### TASK OBJECTIVE
Quote only the lines from the top of the listing below down to and including the line with "ring pip: (837, 881)".

### STORED DATA
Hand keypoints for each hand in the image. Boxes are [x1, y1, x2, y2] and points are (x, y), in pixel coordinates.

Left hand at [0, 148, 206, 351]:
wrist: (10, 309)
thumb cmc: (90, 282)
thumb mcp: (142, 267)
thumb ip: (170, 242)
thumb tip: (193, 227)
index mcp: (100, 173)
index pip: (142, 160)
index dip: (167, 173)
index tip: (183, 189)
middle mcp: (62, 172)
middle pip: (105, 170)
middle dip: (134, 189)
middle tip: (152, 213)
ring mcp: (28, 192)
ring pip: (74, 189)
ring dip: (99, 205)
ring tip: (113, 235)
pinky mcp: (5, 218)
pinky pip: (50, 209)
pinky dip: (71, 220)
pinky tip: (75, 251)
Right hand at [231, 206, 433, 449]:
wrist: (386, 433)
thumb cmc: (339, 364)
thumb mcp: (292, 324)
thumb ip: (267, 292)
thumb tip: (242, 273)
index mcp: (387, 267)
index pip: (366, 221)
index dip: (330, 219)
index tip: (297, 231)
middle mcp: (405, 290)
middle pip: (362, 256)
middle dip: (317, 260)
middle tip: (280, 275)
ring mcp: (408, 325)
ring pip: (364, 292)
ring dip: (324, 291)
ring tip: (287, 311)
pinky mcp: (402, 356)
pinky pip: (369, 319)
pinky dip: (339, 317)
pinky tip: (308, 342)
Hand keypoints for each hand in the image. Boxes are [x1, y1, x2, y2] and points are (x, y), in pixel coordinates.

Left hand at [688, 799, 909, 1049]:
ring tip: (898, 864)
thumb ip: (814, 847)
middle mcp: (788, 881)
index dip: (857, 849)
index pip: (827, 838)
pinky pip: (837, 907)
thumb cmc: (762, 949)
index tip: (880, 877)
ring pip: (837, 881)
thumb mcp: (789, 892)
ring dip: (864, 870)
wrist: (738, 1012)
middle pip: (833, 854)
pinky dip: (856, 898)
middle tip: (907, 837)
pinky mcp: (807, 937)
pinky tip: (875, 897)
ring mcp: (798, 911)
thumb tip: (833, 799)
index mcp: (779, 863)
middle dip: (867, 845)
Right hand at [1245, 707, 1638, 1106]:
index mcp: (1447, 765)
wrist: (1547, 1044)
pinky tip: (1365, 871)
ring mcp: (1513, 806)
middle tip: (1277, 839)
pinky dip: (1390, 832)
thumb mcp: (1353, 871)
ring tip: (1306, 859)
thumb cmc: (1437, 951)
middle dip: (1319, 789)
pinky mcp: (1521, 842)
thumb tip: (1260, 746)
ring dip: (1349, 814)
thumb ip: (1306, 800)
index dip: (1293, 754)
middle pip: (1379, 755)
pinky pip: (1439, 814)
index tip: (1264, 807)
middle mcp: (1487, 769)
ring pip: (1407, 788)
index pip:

### OUTPUT FOR THIS TASK
Hand keypoints for each hand in the image. Boxes are [x1, y1, x2, y2] and points are (x, y), in pixel coordinates.

Left hand at [0, 148, 206, 351]:
wrist: (10, 309)
thumb cmc: (90, 282)
thumb mcp: (142, 267)
thumb ip: (170, 242)
thumb tip: (193, 227)
index mcp: (100, 173)
index pip: (142, 160)
index dip: (167, 173)
index tip: (183, 189)
middle mcp: (62, 172)
middle pip: (105, 170)
middle dip: (134, 189)
middle tip: (152, 213)
ring mcp: (28, 192)
ring pip: (74, 189)
ring dip: (99, 205)
ring tip: (113, 235)
pinky mcp: (5, 218)
pinky pip: (50, 209)
pinky dip: (71, 220)
pinky tip: (75, 251)
Right hand at [231, 206, 433, 449]:
wrist: (386, 433)
thumb cmc: (339, 364)
thumb mcp: (292, 324)
thumb ip: (267, 292)
thumb tip: (242, 273)
index mcp: (387, 267)
index pip: (366, 221)
index dip: (330, 219)
index tip: (297, 231)
middle mcp: (405, 290)
middle pip: (362, 256)
middle dip: (317, 260)
middle tip: (280, 275)
ring mcp: (408, 325)
ring pip: (364, 292)
ring dip: (324, 291)
ring tip: (287, 311)
pinky mcp: (402, 356)
pinky pip: (369, 319)
pinky dip: (339, 317)
pinky tip: (308, 342)
Hand keypoints for each hand in the image. Boxes are [x1, y1, x2, y2] and points are (x, y), in pixel coordinates.

Left hand at [688, 799, 909, 1049]:
ring tip: (898, 864)
thumb ip: (814, 847)
middle mcp: (788, 881)
index dip: (857, 849)
index pip: (827, 838)
pinky pip: (837, 907)
thumb cmc: (762, 949)
index tip: (880, 877)
ring pip: (837, 881)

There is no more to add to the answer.